(Welcome to the “Most Important Story of the Week”, my bi-weekly strategy column analyzing the most important (but often not buzziest) news story of the last two weeks. I’m the Entertainment Strategy Guy, a former streaming executive who now analyzes business strategy in the entertainment industry. Please subscribe.)
I won’t lie to you, reader. I’ve been waiting to write about “the content battlefields” of the streaming wars for a while now.
Too long, in fact!
Consider…
- Amazon bought creative control of James Bond! (And TV shows based on Pacific Rim and Crouching Tiger, Hidden Dragon!)
- Netflix will send Narnia to theaters! (And bought a Dungeons & Dragons show!)
- Hasbro and Legendary announced a partnership on Magic: The Gathering.
- Sesame Street left Max and still doesn’t have a TV home!
- Disney+ is pulling back on big animated projects.
Scanning those headlines for the last four months or so, well, the genre side of the streaming wars seems as competitive as ever. So that’s my story of the week, which is really an excuse to cover two big stories I haven’t covered yet in 2025. All that, plus a bunch more football coming to broadcast and streaming, a fun podcast on how to price eggs, Netflix’s UX change, and more.
But let’s start with the two biggest stories of the last few weeks, which I covered elsewhere…

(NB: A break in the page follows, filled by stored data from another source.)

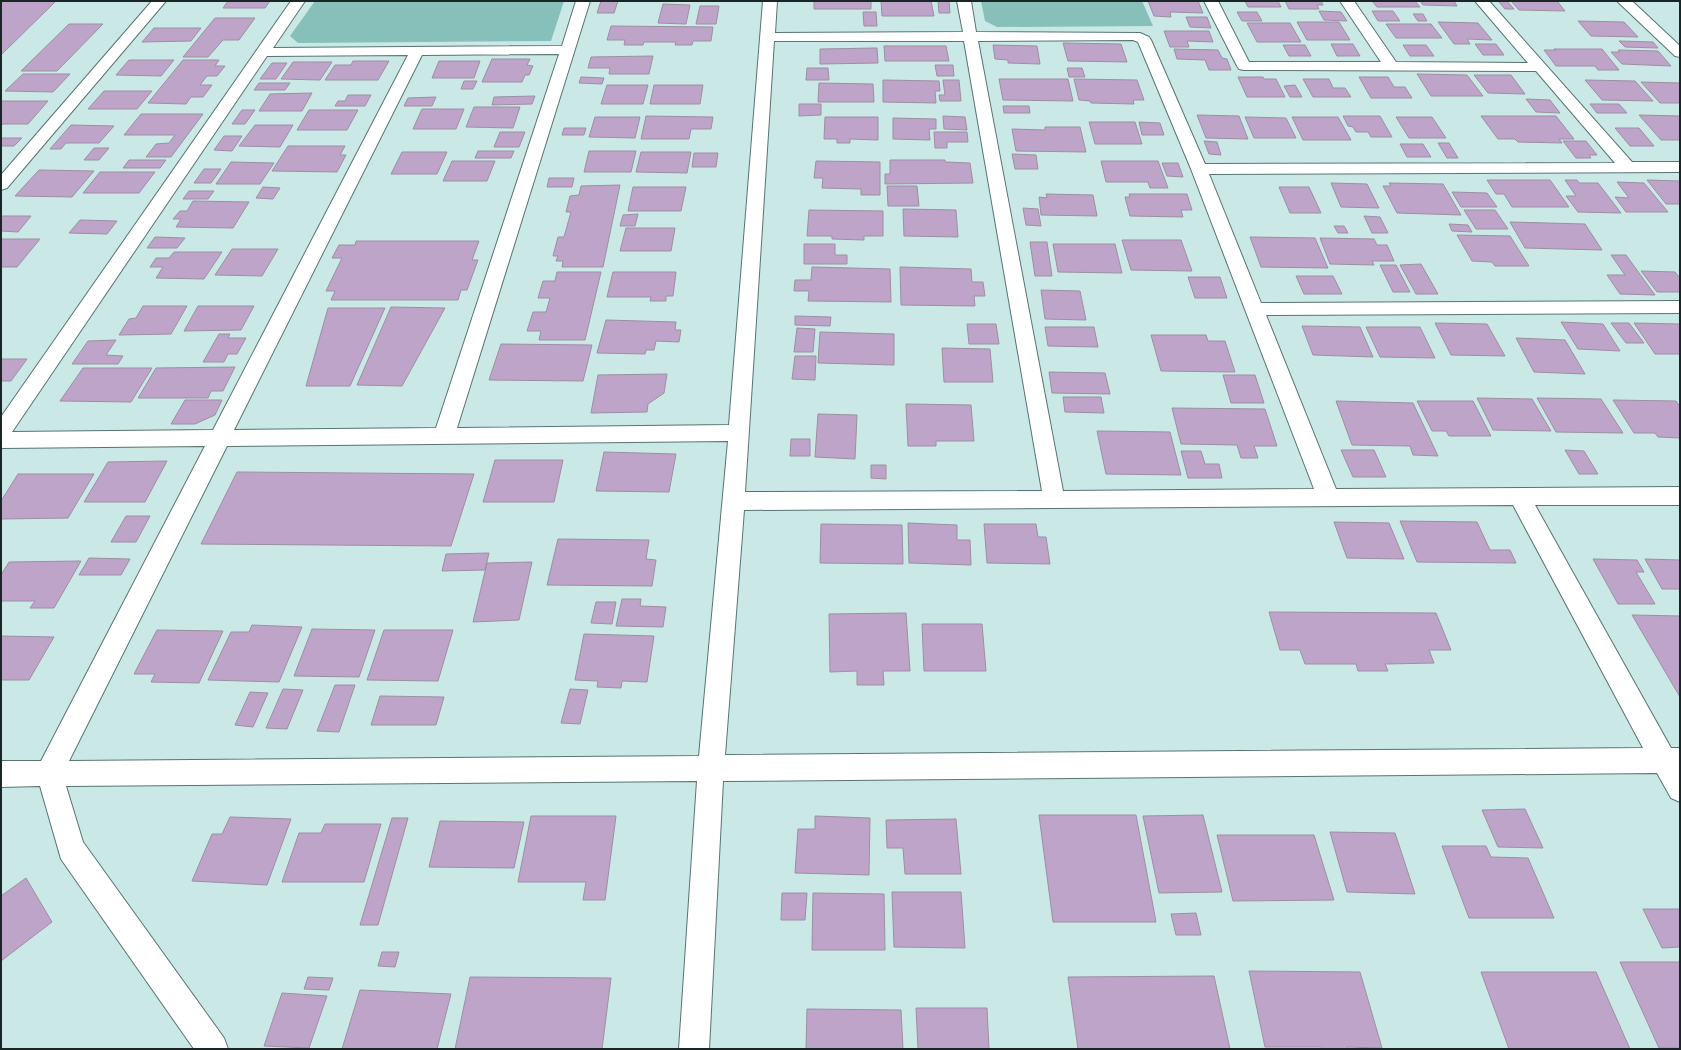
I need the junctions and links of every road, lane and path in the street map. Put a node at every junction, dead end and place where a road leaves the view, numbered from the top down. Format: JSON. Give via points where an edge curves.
{"nodes":[{"id":1,"x":159,"y":1,"type":"edge"},
{"id":2,"x":298,"y":1,"type":"edge"},
{"id":3,"x":583,"y":1,"type":"edge"},
{"id":4,"x":770,"y":1,"type":"edge"},
{"id":5,"x":964,"y":1,"type":"edge"},
{"id":6,"x":1211,"y":1,"type":"edge"},
{"id":7,"x":1347,"y":1,"type":"edge"},
{"id":8,"x":1482,"y":1,"type":"edge"},
{"id":9,"x":1624,"y":1,"type":"edge"},
{"id":10,"x":767,"y":36,"type":"junction"},
{"id":11,"x":971,"y":36,"type":"junction"},
{"id":12,"x":568,"y":50,"type":"junction"},
{"id":13,"x":417,"y":51,"type":"junction"},
{"id":14,"x":264,"y":52,"type":"junction"},
{"id":15,"x":1680,"y":53,"type":"edge"},
{"id":16,"x":1391,"y":66,"type":"junction"},
{"id":17,"x":1539,"y":67,"type":"junction"},
{"id":18,"x":1627,"y":167,"type":"junction"},
{"id":19,"x":1680,"y":167,"type":"edge"},
{"id":20,"x":1198,"y":169,"type":"junction"},
{"id":21,"x":1,"y":185,"type":"edge"},
{"id":22,"x":1680,"y":307,"type":"edge"},
{"id":23,"x":1253,"y":309,"type":"junction"},
{"id":24,"x":1,"y":433,"type":"edge"},
{"id":25,"x":738,"y":433,"type":"junction"},
{"id":26,"x":444,"y":436,"type":"junction"},
{"id":27,"x":220,"y":438,"type":"junction"},
{"id":28,"x":1,"y":440,"type":"edge"},
{"id":29,"x":1680,"y":496,"type":"edge"},
{"id":30,"x":1328,"y":497,"type":"junction"},
{"id":31,"x":1519,"y":497,"type":"junction"},
{"id":32,"x":1054,"y":500,"type":"junction"},
{"id":33,"x":734,"y":501,"type":"junction"},
{"id":34,"x":1672,"y":760,"type":"edge"},
{"id":35,"x":712,"y":768,"type":"junction"},
{"id":36,"x":49,"y":773,"type":"junction"},
{"id":37,"x":1,"y":774,"type":"edge"},
{"id":38,"x":1680,"y":789,"type":"edge"},
{"id":39,"x":213,"y":1049,"type":"edge"},
{"id":40,"x":694,"y":1049,"type":"edge"}],
"edges":[{"from":1,"to":21,"type":"street"},
{"from":2,"to":14,"type":"street"},
{"from":3,"to":12,"type":"street"},
{"from":4,"to":10,"type":"street"},
{"from":5,"to":11,"type":"street"},
{"from":6,"to":16,"type":"street","via":[[1244,66]]},
{"from":7,"to":16,"type":"street"},
{"from":8,"to":17,"type":"street"},
{"from":9,"to":15,"type":"street"},
{"from":10,"to":11,"type":"street"},
{"from":10,"to":25,"type":"street"},
{"from":11,"to":20,"type":"street","via":[[1135,36],[1144,40]]},
{"from":11,"to":32,"type":"street"},
{"from":12,"to":13,"type":"street"},
{"from":12,"to":26,"type":"street"},
{"from":13,"to":14,"type":"street"},
{"from":13,"to":27,"type":"street"},
{"from":14,"to":24,"type":"street"},
{"from":16,"to":17,"type":"street"},
{"from":17,"to":18,"type":"street"},
{"from":18,"to":19,"type":"street"},
{"from":18,"to":20,"type":"street"},
{"from":20,"to":23,"type":"street"},
{"from":22,"to":23,"type":"street"},
{"from":23,"to":30,"type":"street"},
{"from":25,"to":26,"type":"street"},
{"from":25,"to":33,"type":"street"},
{"from":26,"to":27,"type":"street"},
{"from":27,"to":28,"type":"street"},
{"from":27,"to":36,"type":"street"},
{"from":29,"to":31,"type":"street"},
{"from":30,"to":31,"type":"street"},
{"from":30,"to":32,"type":"street"},
{"from":31,"to":34,"type":"street"},
{"from":32,"to":33,"type":"street"},
{"from":33,"to":35,"type":"street"},
{"from":34,"to":35,"type":"street"},
{"from":34,"to":38,"type":"street"},
{"from":35,"to":36,"type":"street"},
{"from":35,"to":40,"type":"street"},
{"from":36,"to":37,"type":"street"},
{"from":36,"to":39,"type":"street","via":[[71,849]]}]}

Regulation/M&A/Lots of News with No News – Trump 2.0 Continues
Let’s call this “Trump Tariffs and Trade War” corner, shall we?
Well, not quite. As I wrote in the last Streaming Ratings Report, the goal, as always, is to focus on what actually gets passed into law (or regulation, if it’s via executive order) and not what gets announced but never happens. So, despite a lot of discussion over potential film tariffs, nothing happened yet, did it?
Much more consequential was the news on the “antitrust/concentration/mergers & acquisitions” space, especially the news that Apple must open up their app store to off-platform payments. But I covered that in The Ankler here and here, and don’t want to repeat myself. (To sum: this could really help streamers’ bottom lines)
I’ll add, I also have my eye on the FCC, which seems dramatically more interventionist than under the Biden Administration. I’m not sure I know what new regulations the FCC actually changed during the Biden Administration besides un-rescinding Net Neutrality rules, which have since been reinstated.
Not so nowadays. We’ve gotten stories that FCC Chief Brendan Carr has threatened one satellite owner’s satellite/5G licenses (ostensibly for their failure to build a 5G network, but also possibly to give them to SpaceX X/Starlink instead), and he’s also aggressively threatened investigations into broadcast licenses. More consequentially, Carr threatened national broadcast networks and wants to let station owners buy more local stations. The latter move is somewhat odd, given that broadcast is a shrinking market, but this is probably a giveaway to private equity, so they can roll up the declining market and extract the last available profits.
I also don’t know what to say about the state of public media, specifically NPR and PBS. Again, as of this writing, I don’t think the Trump administration has actually done anything—meaning pass a bill or regulation—but I’d expect public media’s funding to get cut going forward. (The latest news was that the Trump administration planned to submit a request to cut funding.) That doesn’t mean those stations/networks would die, but a lot of rural channels and stations would suffer, since that’s where the bulk of federal funds go.
Most Important Story of the Week – Who’s Winning the Genre Content Wars?
This year, there’s been lots of movement in the “genre IP content” space. If I had to summarize it, I’d call most of the moves “risky”. Why? Namely:
- If the IP is super valuable, either someone already owns it…
- …or they want to rent/sell it to you for big bucks.
- If the IP is available for cheap, it isn’t that valuable.
That doesn’t mean the IP is worthless by any means! It means that you pay for what you get.
And that partly explains the content moves I’ve seen. (By the way, I know some folks hate the dreaded “C-word”, but I’ll defend it.I need a word that says, “TV shows, films, shorts, specials and other types of video” and if you have one that’s better than “content”, send it to me.) The folks with the most money to spend—Netflix and Amazon—have bought the most, while the folks operating in a more cash-constrained model—the traditional studios turned streamers—have relied on their classic IP, with smaller buys.
Let’s start with the “NuStreamers”, or the Big Tech players, who have dropped the biggest bucks on genre IP. I’m not going to cover every IP story, mind you, just the ones that caught my eye.